* What is needed *
Each line from the one holding "index dip: (185, 69)" through the final line of the data below is to be given again exactly, and no other line is to appear.

=== Section Start ===

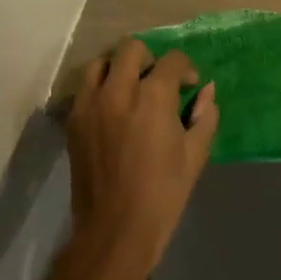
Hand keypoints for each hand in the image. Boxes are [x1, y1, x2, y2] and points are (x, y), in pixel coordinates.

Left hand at [64, 40, 218, 279]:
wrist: (115, 230)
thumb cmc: (163, 194)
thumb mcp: (195, 155)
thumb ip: (204, 116)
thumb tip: (207, 91)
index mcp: (153, 98)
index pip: (171, 60)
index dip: (185, 69)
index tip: (190, 85)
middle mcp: (118, 91)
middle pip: (131, 49)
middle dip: (150, 59)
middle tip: (158, 83)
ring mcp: (90, 105)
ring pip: (101, 64)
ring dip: (118, 69)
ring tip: (130, 91)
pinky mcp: (73, 121)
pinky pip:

=== Section End ===

* Result for this exercise *
index dip: (185, 69)
index tip: (190, 85)
middle mcp: (118, 91)
middle pip: (131, 49)
middle dip: (150, 59)
middle tip: (158, 83)
ring mcp: (90, 105)
ring pip: (101, 64)
ring dip: (118, 69)
ring tip: (130, 91)
pinky mcp: (73, 121)
pinky pip:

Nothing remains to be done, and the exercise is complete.